■ **DATA UNDER STUDY**
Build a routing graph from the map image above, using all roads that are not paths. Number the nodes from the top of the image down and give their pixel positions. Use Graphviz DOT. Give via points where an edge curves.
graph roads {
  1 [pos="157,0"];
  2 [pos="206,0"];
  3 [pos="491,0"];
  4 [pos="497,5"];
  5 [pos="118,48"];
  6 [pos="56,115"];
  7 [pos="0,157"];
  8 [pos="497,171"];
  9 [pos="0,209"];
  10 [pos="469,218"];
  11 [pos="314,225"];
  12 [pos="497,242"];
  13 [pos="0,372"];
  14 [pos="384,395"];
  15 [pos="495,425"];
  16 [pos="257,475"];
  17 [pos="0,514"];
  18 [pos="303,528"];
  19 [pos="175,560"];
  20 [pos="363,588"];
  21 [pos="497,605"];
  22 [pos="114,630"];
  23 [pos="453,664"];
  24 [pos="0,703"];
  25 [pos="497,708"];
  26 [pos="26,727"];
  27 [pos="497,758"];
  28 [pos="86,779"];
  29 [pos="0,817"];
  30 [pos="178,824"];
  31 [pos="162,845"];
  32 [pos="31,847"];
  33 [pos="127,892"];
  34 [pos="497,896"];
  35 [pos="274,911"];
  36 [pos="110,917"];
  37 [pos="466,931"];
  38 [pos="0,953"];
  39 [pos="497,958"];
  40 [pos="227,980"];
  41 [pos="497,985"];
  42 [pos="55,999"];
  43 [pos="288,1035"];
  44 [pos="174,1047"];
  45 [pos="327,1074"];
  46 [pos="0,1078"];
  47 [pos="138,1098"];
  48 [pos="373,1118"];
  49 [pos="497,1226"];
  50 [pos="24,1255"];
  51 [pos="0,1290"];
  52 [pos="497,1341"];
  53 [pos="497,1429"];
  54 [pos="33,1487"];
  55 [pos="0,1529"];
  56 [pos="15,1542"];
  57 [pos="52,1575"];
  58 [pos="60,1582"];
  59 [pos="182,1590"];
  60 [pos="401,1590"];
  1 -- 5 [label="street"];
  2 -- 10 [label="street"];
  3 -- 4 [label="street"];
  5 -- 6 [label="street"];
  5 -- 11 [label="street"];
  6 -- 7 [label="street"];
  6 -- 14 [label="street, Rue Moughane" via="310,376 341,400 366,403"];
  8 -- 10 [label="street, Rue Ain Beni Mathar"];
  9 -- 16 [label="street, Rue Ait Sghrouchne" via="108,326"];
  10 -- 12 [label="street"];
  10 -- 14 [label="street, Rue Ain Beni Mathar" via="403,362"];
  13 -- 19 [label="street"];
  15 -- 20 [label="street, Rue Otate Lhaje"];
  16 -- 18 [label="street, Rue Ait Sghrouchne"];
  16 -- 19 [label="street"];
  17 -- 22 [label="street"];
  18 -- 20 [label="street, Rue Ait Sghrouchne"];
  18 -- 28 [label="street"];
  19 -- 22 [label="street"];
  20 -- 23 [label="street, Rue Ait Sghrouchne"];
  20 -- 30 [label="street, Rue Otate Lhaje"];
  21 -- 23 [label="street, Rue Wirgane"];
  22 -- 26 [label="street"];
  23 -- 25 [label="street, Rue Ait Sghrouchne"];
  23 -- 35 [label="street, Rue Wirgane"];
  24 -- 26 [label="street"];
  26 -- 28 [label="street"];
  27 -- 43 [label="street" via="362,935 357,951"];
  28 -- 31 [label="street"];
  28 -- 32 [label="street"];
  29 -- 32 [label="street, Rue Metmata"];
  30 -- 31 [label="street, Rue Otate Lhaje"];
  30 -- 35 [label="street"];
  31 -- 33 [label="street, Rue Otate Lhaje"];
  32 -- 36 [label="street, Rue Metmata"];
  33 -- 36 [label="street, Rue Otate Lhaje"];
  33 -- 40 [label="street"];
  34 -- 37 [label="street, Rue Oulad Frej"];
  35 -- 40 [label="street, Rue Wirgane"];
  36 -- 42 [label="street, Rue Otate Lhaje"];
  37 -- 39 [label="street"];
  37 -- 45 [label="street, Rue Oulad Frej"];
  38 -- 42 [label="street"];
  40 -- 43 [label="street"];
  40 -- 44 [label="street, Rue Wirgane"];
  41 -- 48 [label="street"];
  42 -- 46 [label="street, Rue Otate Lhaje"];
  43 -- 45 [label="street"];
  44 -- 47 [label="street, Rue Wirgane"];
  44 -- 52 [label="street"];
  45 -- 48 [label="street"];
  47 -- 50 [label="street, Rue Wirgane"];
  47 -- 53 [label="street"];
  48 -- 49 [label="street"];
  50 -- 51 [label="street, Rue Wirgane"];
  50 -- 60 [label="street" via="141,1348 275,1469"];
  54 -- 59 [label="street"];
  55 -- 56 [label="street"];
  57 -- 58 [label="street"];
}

---

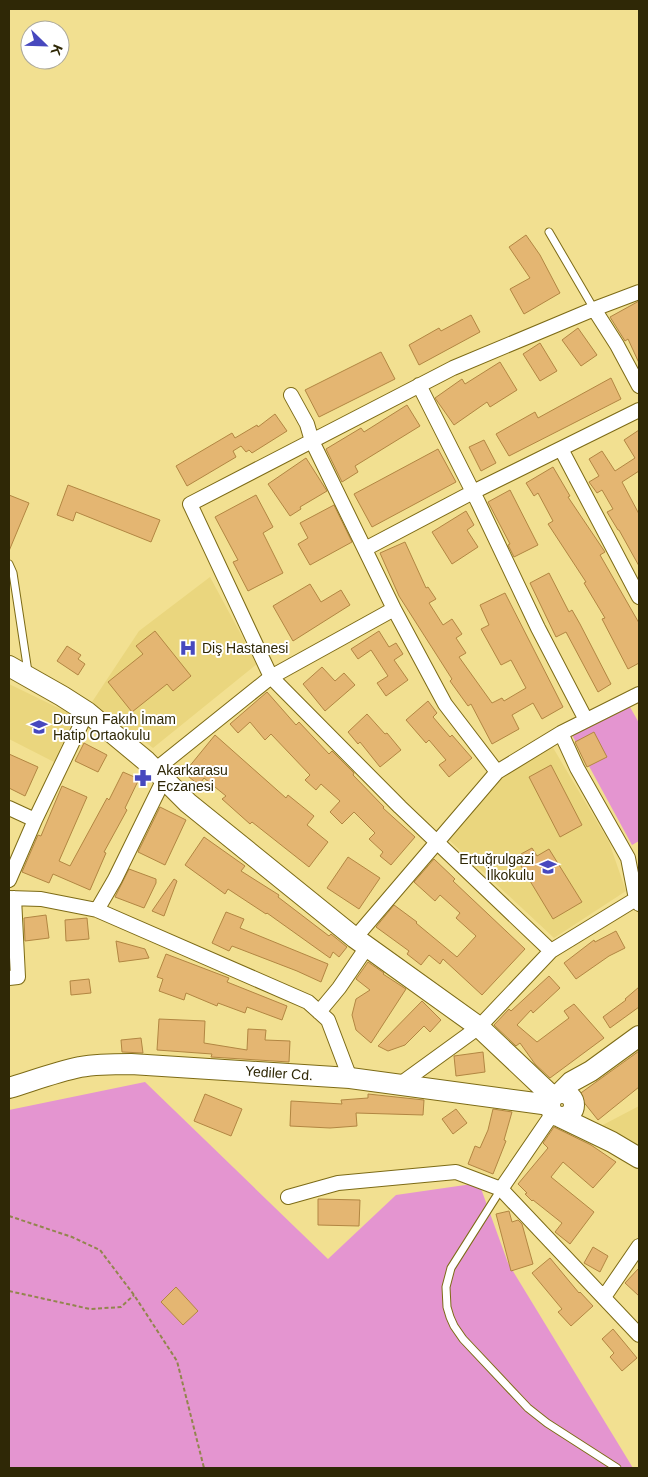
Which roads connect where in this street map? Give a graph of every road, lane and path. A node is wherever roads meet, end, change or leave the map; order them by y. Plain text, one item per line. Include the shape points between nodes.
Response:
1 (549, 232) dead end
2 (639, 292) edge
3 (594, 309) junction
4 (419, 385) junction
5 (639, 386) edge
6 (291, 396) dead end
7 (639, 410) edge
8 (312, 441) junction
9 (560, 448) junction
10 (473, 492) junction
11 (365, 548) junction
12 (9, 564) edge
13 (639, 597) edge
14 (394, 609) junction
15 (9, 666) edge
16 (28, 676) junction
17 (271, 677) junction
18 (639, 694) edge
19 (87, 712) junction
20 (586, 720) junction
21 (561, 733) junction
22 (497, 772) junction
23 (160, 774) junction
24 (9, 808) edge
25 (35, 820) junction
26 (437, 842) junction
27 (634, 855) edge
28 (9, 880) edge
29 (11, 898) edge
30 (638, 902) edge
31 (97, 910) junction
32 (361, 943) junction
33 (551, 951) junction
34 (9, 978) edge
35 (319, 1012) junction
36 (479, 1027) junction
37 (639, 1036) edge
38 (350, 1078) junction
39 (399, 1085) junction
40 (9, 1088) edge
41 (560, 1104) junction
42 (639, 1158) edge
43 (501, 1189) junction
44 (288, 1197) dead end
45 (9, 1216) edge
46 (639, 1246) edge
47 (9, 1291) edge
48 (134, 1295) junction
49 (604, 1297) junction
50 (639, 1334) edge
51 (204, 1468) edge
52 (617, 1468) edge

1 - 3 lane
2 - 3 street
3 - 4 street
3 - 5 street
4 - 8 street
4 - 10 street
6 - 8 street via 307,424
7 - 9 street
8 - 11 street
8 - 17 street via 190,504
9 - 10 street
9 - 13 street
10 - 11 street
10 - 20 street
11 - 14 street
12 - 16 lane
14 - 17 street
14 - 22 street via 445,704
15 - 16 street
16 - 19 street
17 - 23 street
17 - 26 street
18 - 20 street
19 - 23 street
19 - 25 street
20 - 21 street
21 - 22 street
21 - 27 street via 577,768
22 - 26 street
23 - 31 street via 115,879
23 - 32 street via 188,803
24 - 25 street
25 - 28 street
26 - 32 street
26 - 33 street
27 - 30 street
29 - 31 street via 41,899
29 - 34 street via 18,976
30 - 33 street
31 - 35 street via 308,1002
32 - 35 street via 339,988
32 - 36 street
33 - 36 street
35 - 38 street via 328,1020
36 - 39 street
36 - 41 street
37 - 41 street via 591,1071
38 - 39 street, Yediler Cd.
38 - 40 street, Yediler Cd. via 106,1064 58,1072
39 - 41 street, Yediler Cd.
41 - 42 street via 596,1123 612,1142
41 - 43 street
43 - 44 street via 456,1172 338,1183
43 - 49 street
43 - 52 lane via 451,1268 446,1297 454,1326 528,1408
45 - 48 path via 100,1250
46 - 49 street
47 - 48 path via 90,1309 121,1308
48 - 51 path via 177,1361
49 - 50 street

...

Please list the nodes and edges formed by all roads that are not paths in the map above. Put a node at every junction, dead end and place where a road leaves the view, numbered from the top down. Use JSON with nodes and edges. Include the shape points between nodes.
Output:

■ **WHAT THE EXERCISE ASKS**
Reproduce every line in the records above that contains the word "Include".

■ **TASK ANSWER**
Which roads connect where in this street map? Give a graph of every road, lane and path. A node is wherever roads meet, end, change or leave the map; order them by y. Plain text, one item per line. Include the shape points between nodes.
Please list the nodes and edges formed by all roads that are not paths in the map above. Put a node at every junction, dead end and place where a road leaves the view, numbered from the top down. Use JSON with nodes and edges. Include the shape points between nodes.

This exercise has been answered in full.